**Problem details:** Using the listing below, show all lines that hold the word "Águas".

**Exercise inputs:**
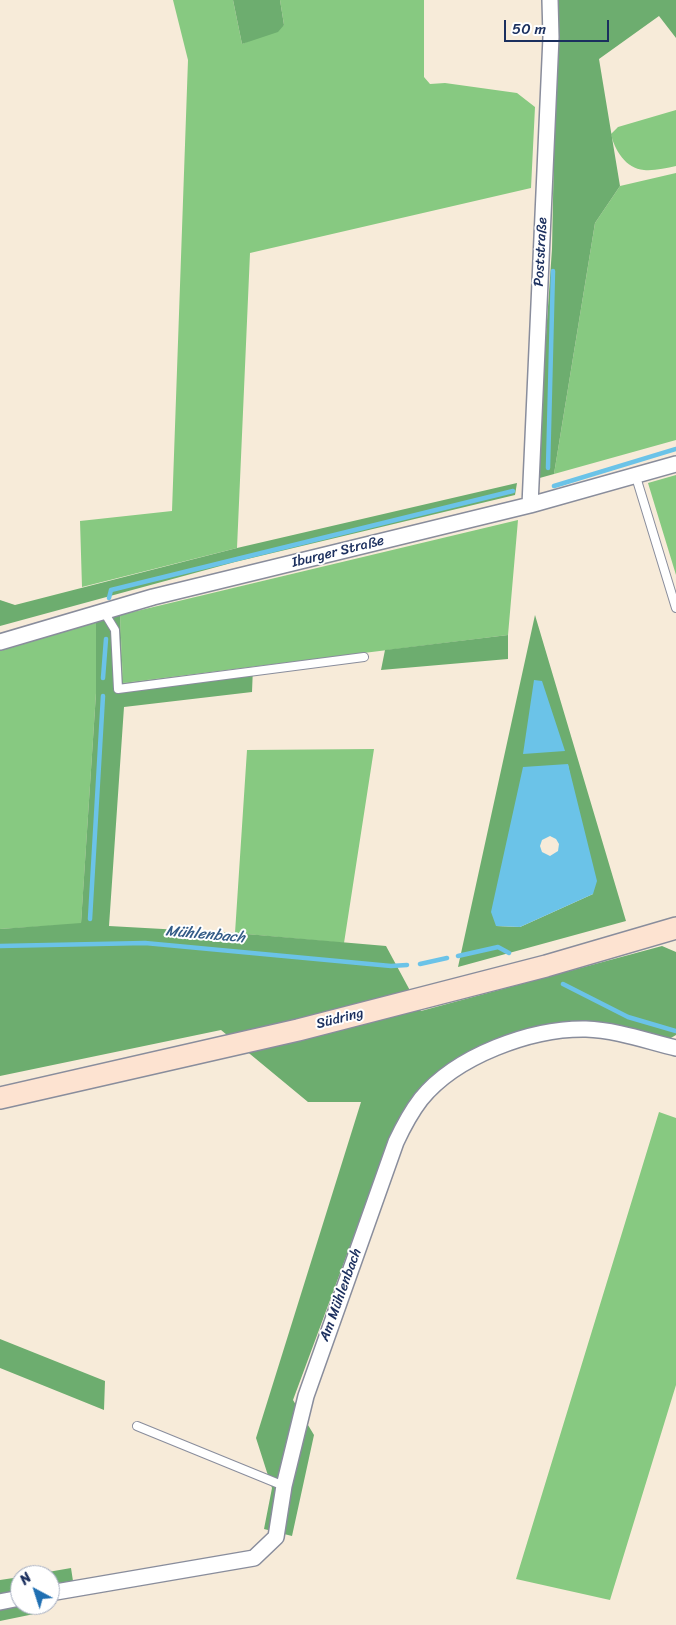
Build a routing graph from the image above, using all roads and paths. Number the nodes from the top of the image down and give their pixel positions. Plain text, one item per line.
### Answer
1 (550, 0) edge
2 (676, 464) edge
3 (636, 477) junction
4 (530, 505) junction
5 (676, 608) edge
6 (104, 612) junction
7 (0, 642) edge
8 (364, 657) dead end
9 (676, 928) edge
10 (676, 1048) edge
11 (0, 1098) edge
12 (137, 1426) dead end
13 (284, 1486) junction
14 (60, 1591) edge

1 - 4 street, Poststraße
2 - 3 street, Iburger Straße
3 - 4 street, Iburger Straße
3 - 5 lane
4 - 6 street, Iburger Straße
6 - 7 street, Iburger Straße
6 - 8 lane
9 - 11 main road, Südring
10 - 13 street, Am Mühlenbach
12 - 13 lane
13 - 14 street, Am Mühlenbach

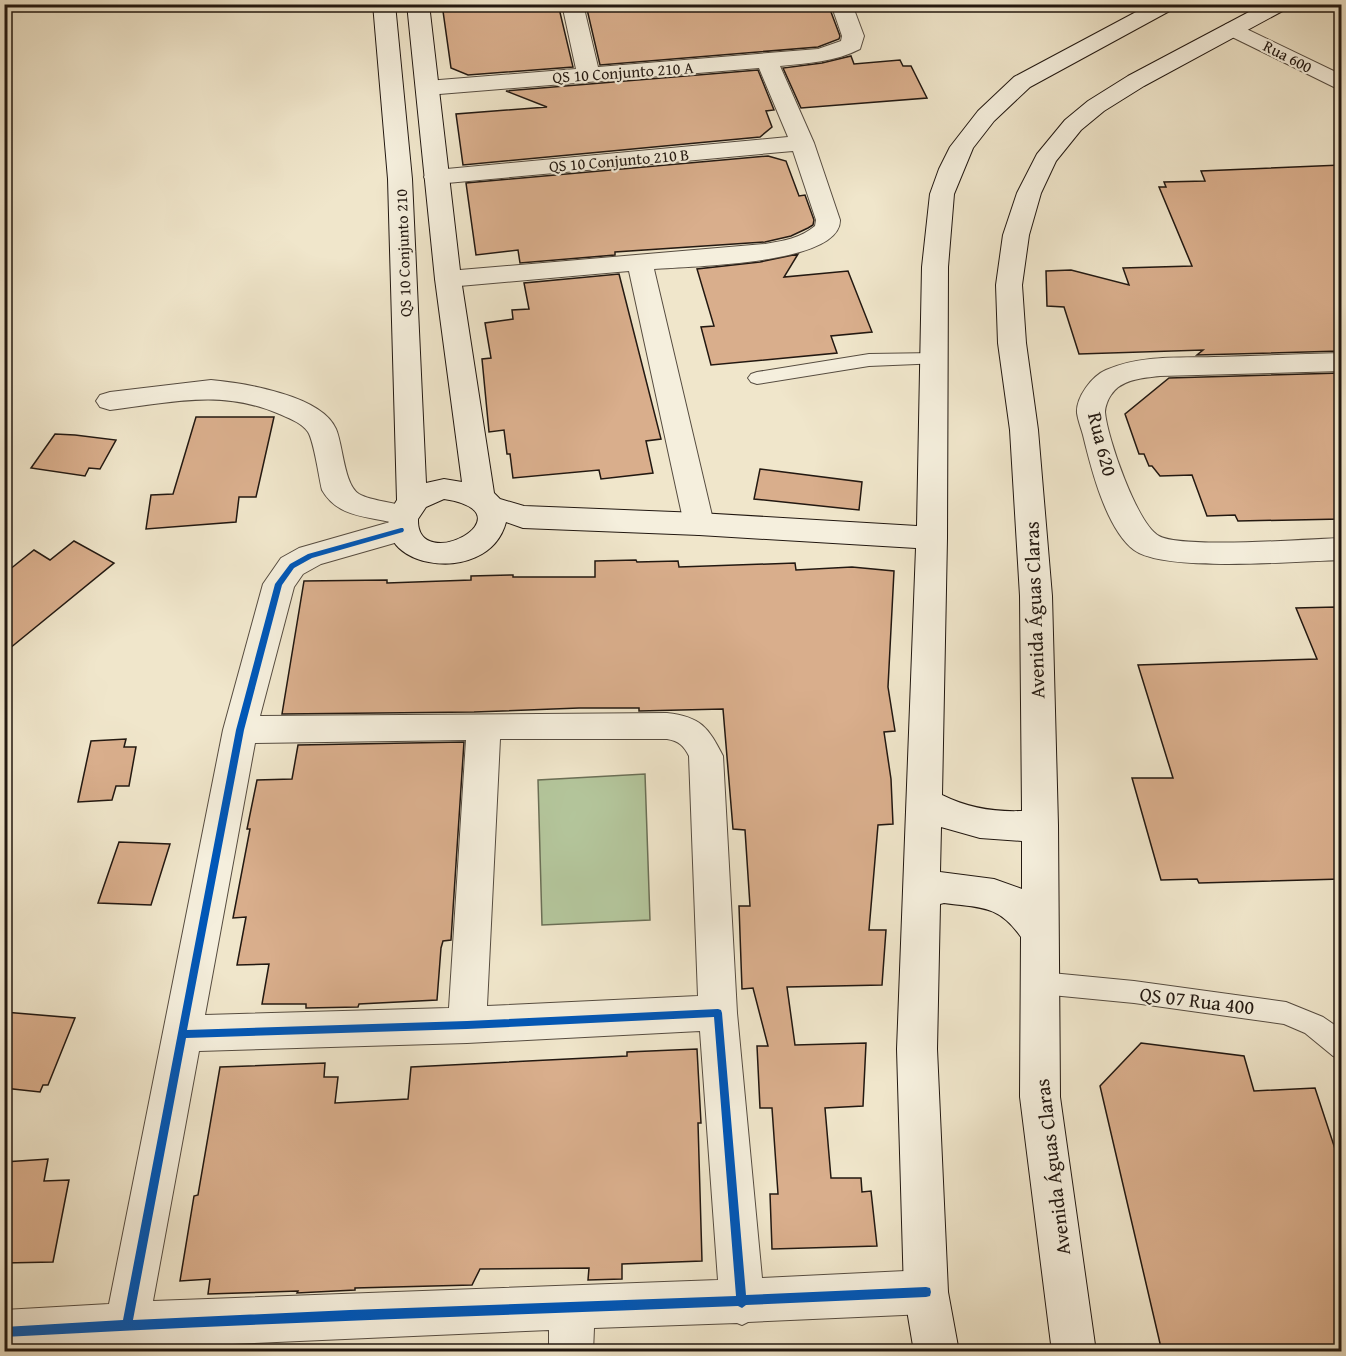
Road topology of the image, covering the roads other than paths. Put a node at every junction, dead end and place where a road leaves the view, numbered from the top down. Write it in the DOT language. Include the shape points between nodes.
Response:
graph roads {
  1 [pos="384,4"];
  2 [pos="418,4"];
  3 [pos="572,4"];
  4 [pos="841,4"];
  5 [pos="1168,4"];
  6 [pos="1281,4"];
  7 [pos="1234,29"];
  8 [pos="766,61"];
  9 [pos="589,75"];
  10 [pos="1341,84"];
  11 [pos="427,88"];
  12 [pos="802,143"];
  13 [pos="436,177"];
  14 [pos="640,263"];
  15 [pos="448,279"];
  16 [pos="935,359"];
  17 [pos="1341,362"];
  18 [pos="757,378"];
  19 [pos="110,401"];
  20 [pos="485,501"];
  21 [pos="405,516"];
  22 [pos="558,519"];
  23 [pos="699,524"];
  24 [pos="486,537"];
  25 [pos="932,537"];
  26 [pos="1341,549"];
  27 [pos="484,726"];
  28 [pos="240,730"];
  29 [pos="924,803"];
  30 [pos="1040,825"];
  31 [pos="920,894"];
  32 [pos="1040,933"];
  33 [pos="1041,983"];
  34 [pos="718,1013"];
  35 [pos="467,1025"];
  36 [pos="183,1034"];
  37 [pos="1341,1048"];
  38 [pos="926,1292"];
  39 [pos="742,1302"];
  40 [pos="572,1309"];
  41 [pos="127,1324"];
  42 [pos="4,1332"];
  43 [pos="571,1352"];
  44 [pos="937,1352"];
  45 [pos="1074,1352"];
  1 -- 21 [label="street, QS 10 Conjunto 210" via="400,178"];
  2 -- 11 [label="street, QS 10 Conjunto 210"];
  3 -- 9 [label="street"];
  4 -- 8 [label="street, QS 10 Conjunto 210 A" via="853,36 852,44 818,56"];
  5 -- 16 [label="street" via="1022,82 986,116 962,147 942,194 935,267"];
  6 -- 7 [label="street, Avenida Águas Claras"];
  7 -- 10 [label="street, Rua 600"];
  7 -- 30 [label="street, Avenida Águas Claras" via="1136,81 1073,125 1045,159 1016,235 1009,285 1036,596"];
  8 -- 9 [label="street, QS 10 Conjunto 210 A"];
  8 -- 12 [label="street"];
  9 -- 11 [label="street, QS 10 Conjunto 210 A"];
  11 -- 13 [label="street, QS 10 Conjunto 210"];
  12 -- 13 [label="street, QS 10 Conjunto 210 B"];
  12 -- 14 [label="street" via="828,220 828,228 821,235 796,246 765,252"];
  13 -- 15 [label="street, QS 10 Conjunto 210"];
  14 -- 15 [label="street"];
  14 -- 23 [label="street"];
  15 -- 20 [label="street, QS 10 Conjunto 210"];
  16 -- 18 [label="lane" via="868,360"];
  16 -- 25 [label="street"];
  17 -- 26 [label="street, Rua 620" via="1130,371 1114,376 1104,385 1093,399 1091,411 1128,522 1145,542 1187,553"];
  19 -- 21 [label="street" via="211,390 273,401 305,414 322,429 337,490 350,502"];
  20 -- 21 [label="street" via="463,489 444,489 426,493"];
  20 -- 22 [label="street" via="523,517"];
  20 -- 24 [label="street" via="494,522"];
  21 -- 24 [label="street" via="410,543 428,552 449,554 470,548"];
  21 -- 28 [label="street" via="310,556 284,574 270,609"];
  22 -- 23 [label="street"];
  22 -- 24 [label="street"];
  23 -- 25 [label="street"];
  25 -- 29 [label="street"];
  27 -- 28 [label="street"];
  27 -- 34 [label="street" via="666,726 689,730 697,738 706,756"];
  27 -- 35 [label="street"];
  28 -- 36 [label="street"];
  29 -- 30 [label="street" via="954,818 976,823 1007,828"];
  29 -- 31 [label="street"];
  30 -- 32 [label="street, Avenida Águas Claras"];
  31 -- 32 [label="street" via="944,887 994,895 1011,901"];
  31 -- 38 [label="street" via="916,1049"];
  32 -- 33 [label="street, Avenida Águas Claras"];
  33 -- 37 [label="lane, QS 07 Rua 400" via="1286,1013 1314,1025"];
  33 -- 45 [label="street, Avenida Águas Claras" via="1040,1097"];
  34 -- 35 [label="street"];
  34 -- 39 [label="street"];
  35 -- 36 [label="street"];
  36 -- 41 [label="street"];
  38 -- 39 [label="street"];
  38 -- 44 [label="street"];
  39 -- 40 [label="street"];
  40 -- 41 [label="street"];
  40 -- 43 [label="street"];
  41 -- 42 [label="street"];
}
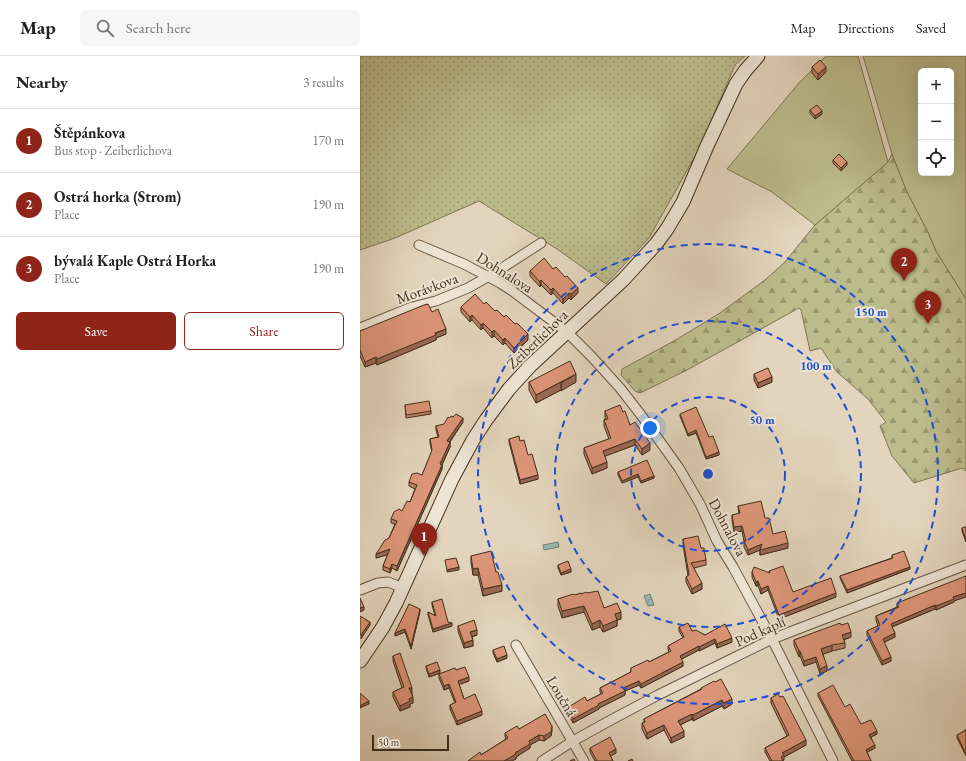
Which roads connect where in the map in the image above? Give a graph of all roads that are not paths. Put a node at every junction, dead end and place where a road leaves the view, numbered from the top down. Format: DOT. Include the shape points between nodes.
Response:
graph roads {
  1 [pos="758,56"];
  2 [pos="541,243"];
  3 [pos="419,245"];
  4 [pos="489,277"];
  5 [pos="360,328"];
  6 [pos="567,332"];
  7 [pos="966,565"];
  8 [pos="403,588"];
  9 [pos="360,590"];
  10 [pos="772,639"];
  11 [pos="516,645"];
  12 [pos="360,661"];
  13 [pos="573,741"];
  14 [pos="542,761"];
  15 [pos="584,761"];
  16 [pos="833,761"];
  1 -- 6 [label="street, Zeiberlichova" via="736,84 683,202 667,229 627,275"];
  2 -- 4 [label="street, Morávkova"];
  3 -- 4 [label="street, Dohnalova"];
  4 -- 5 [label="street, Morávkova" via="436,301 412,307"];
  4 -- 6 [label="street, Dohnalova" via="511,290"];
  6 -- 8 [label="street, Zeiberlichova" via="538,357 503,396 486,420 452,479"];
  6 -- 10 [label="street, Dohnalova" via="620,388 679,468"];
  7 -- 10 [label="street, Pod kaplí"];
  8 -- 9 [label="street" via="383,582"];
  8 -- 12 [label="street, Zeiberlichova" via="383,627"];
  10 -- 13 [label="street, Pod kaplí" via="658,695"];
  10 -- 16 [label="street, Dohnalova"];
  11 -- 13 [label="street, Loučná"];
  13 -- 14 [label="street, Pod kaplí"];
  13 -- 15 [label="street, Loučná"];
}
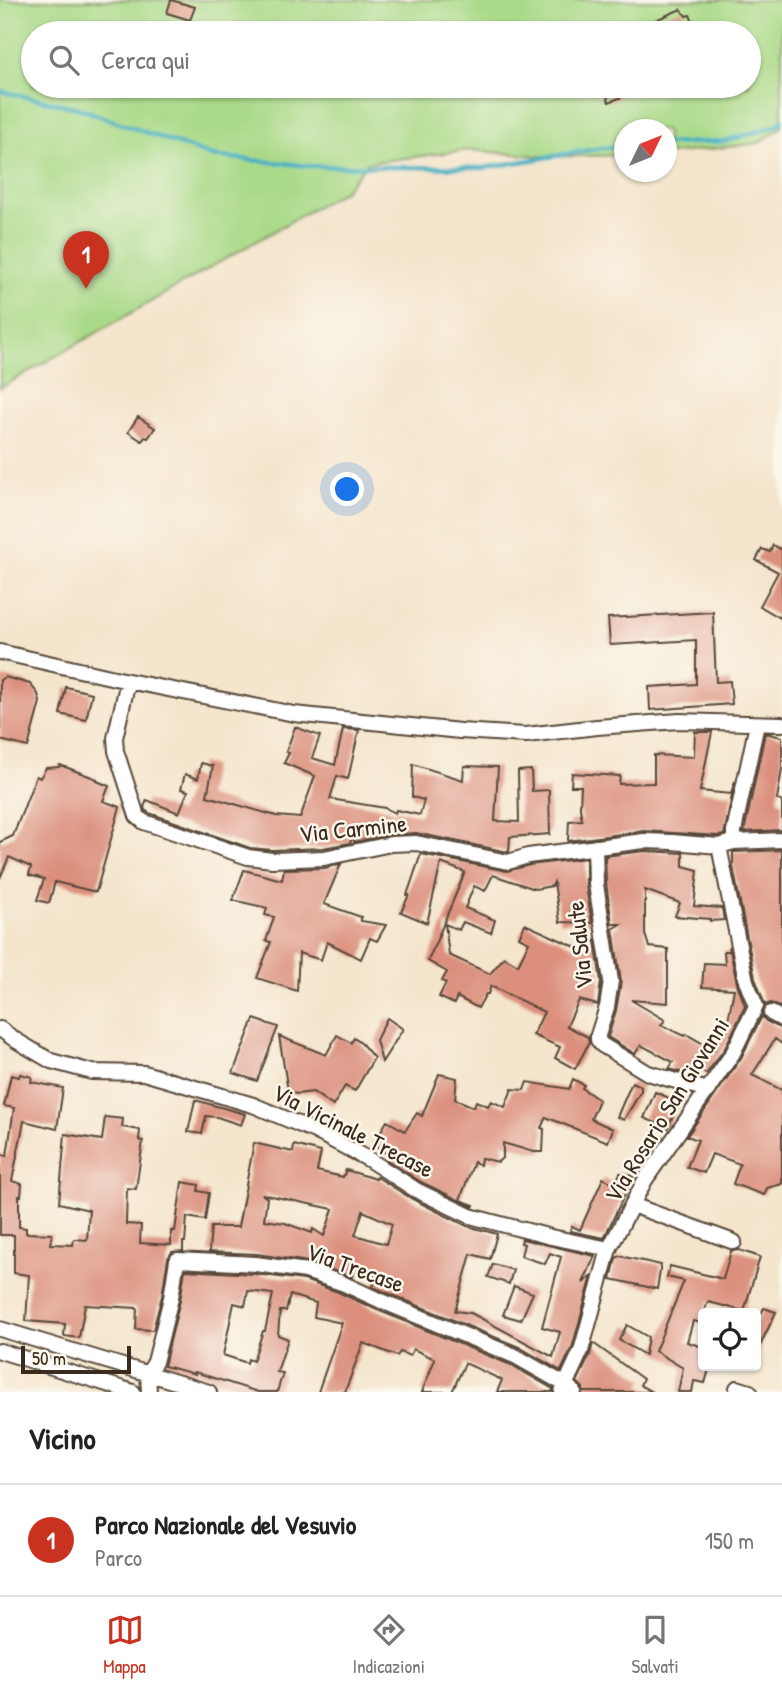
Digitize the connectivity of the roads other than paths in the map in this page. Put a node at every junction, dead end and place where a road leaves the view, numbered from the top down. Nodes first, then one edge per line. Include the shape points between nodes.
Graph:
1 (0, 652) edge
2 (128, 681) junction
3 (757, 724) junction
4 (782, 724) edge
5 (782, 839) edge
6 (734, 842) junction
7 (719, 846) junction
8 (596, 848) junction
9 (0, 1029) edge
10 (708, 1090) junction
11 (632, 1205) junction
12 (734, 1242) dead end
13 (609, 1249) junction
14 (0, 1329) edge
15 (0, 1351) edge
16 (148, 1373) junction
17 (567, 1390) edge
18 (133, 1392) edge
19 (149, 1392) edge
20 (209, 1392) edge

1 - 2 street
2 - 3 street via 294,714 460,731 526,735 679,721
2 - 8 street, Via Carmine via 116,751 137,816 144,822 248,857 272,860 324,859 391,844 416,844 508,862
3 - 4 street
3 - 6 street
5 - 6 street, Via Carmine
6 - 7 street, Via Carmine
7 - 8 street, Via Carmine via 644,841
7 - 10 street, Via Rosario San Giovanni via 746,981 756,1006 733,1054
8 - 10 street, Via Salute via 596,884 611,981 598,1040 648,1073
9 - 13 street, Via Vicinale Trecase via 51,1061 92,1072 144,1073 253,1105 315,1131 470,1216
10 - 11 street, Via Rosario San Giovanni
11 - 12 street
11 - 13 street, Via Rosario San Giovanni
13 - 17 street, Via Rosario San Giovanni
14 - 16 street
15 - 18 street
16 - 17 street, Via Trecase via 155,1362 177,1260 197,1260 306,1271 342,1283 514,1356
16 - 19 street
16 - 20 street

**Final answer:**
  6 -- 7 [label="street, Avenida Águas Claras"];
  7 -- 30 [label="street, Avenida Águas Claras" via="1136,81 1073,125 1045,159 1016,235 1009,285 1036,596"];
  30 -- 32 [label="street, Avenida Águas Claras"];
  32 -- 33 [label="street, Avenida Águas Claras"];
  33 -- 45 [label="street, Avenida Águas Claras" via="1040,1097"];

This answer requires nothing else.